Eli's Rehab Report

HHAs:

Is Your PTA and COTA Utilization Hurting Your Agency?

See where most HHAs go wrong when it comes to these valuable assistants.

A huge caseload of patients backlogged for therapy, staffing shortages, a high cost per visit, and less than optimal productivity -- sound similar to your home health agency's rehab situation? It's not a pretty picture for most HHAs in these crunched times. And if it's not about productivity, it's about producing better patient outcomes.

The good news: Most agencies can remedy these problems by making changes to their therapy assistant utilization. Here's what the experts have to say.

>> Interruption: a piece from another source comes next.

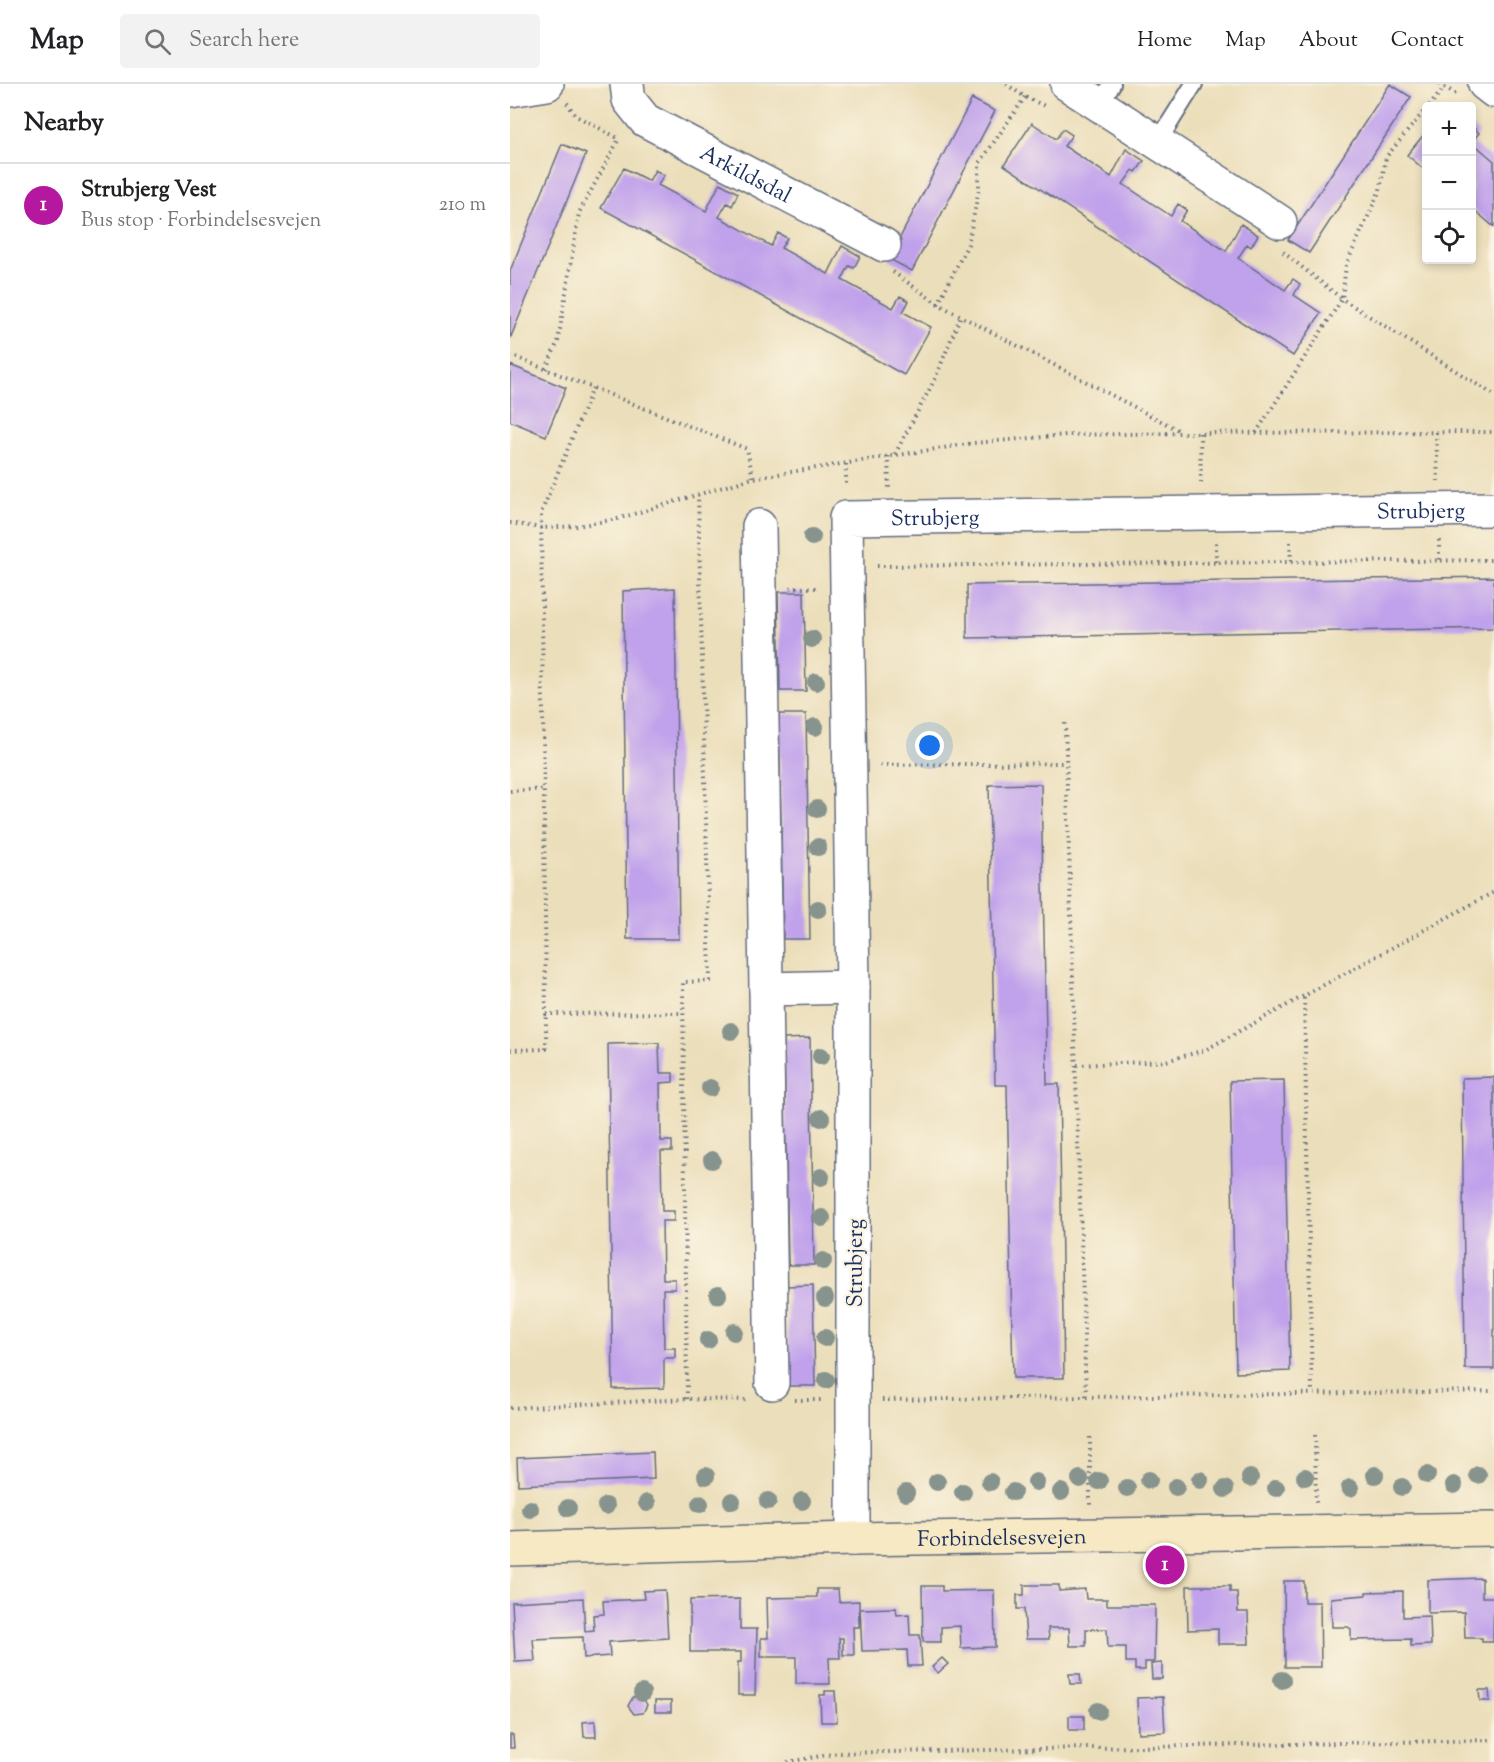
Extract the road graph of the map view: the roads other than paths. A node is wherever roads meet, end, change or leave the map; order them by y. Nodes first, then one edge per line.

Consider Your State Practice Act First

You can't change your assistant utilization until you know what your state practice act allows in the home care setting. "Frequency, scope of practice, and type of supervision are state-dependent," says Francine Wheelock, PT, MPA, manager of clinical information systems for MaineGeneral Health in Augusta, Maine. Plus, states have their own rules on therapist-to-assistant ratios, she adds.

Careful: Some agencies consider their state practice act "the gold standard of care," which is not always clinically appropriate, says Cindy Krafft, MS, PT, COSC, Peoria, Ill.-based consultant with Fazzi Associates. For example, in Illinois, an assistant can see a patient after the therapist has done an evaluation, but the clinician needs to see the patient every six visits. But if you're dealing with a complex case, the therapist may need to go more often,Krafft says. So before you max out your assistants to the minimum standard in your state for productivity's sake, remember that it is a minimum.

Also, your outcomes are more important than ever with Medicare's Home Health Quality Reporting Initiative. "HHAs must report quality standards in 2009 or receive a 2 percent reduction in payment," said Roshunda Drummond-Dye, Esq., associate director of payment policy and advocacy for the American Physical Therapy Association, in a presentation at APTA's Combined Sections Meeting in February 2009. Plus, there's the home health pay-for-performance demonstration going on too, she pointed out.

Good idea: Check your payer policies guidelines too. "Many insurance companies have limitations on coverage or no-coverage for assistant visits," Wheelock says. And "it's up to the therapist and the home health agency to get pre-approval for coverage of PTA/COTA visits."

Create a Communication Policy

Technology such as e-mail, cell phones, and pagers have been welcome additions to the days when a COTA, for example, had to find a pay phone or use a patient's land line to call her supervising OT with a question. "But now it's as if agencies have too many choices of communication," which can hurt productivity, Krafft says.

It's hard enough to track down a clinician when you have to try his e-mail, cell phone, voice mail, or other contact, and it gets even more complicated when each clinician has her own contact preference, Krafft says.

Solution: Get your therapists and assistants to agree on a standard communication policy. Perhaps you decide to always use cell phones only and require everyone to check their voicemail at 11 a.m. and 4 p.m. every day. If you don't have company phones and therapists don't want to use their personal minutes, perhaps an e-mail solution would be better. Whatever you decide, keep it simple and consistent.

Develop an Objective Handoff Procedure

Another issue that can kill productivity -- and quality of care -- is inconsistent patient handoffs. "It's very interesting when I go into an agency and speak separately with the assistants," Krafft observes. The assistants speak up more -- and often about things that shouldn't be happening. For example, she's heard of clinicians handing off all the "stinky" (or less desirable) patients to the assistants. "I've also seen PTs hand off a patient to PTAs and then decide later to take the patient back because the patient's dog is nice, or an OT gives a patient to the COTA because the drive is too far," she recalls.

Bottom line: None of these reasons have a clinical basis. And the other extreme happens, too. "I've seen therapists with trust issues refuse to hand off their patients to assistants, and then assistants end up going home because there's no work -- yet there are patients still waiting for therapy and the physicians are wondering why," Krafft says.

Even if the therapist thinks she's doing the patient a favor, the agency's therapy productivity suffers, and the cost per visit goes up.

"But beyond that, eventually physicians won't tolerate their patients' waiting for therapy and will start looking for other providers," Kraft warns. "Remember that it's never the good news that keeps to the front of their minds," Krafft says.

Solution: Create an official handoff procedure based on clinical criteria, Krafft recommends. You might also get upper management to help develop the procedure. "A lot of HHAs, particularly because most of them are run by nurses, are hesitant to get into this process because they feel it is a 'therapy thing,' but sometimes we need a little guidance to make sure we're really using all our resources," Krafft adds.